And, if "noone checks the legitimacy of who owns the domain never mind the content of the website", and that includes COMODO, I could just create a domain, get a certificate, lets say from COMODO, make it be legitimate and distribute malware, rogue software etc., and visitors would be assured that the domain is perfectly safe because they're seeing a COMODO certificate. This is making people believe in something that does not correspond to reality. Its leading them to a false sense of security.

And, how can a CA issue a certificate to someone running some "business" without having any background information about what the domain is for? This makes me wonder if CAs also, and I've seen proves before, if we're still going to witness malware/rogue software also making use of digital certificates from well-known CAs.

Bottom line, you folks (CAs, and not just COMODO) are not part of the solution, rather part of the problem, because you're misleading people. You make them believe that everyone/anything running your certificates have nothing but good intentions, when it is not the case.

People see a domain running a well-known CA certificate and they assume its safe, because they have no idea people behind malware domains also can get them.
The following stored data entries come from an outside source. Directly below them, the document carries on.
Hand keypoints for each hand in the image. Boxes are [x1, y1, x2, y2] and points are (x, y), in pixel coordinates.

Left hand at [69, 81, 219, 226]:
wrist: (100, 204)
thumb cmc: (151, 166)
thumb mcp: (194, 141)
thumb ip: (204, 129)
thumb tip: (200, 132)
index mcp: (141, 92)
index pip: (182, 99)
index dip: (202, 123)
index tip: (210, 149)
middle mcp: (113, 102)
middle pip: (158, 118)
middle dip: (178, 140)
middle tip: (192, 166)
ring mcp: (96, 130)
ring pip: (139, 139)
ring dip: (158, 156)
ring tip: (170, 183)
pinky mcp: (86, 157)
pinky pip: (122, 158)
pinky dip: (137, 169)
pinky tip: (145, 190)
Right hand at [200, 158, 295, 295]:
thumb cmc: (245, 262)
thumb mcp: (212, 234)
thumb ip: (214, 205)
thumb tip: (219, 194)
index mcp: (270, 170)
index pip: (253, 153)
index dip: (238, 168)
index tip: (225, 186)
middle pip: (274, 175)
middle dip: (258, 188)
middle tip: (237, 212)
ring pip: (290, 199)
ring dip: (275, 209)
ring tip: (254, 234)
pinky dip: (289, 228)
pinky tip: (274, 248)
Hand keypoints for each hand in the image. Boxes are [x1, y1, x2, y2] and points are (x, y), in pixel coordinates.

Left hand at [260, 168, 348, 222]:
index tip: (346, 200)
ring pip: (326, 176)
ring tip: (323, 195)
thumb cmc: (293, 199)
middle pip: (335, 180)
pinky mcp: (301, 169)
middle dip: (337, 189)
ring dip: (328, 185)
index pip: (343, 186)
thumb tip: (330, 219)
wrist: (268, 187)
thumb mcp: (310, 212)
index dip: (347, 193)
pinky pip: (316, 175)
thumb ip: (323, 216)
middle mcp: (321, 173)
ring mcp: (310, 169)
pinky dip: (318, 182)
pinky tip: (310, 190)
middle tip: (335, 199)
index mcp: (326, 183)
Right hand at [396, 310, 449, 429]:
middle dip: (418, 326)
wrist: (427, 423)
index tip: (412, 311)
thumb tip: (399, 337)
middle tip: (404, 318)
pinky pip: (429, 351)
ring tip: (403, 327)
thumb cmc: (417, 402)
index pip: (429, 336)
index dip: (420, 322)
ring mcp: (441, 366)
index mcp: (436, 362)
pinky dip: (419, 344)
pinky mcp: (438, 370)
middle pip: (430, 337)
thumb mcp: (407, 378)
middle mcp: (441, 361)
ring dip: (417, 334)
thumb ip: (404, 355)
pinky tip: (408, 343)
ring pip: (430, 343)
The same applies to malware.

So, rather than saying...
... What about you start to become part of the solution?


I have! Since 2005...

Knowing that the yellow padlock is misleading... i helped create the Green Bar as the new Trust indicator EV SSL.
And now I am trying to get a minimum standard for DV certs.

But its not about me... I need all the Browser providers to accept to have a minimum standard for DV certs and all other CAs... by all means do come and help me with this initiative by demanding this from your browser providers!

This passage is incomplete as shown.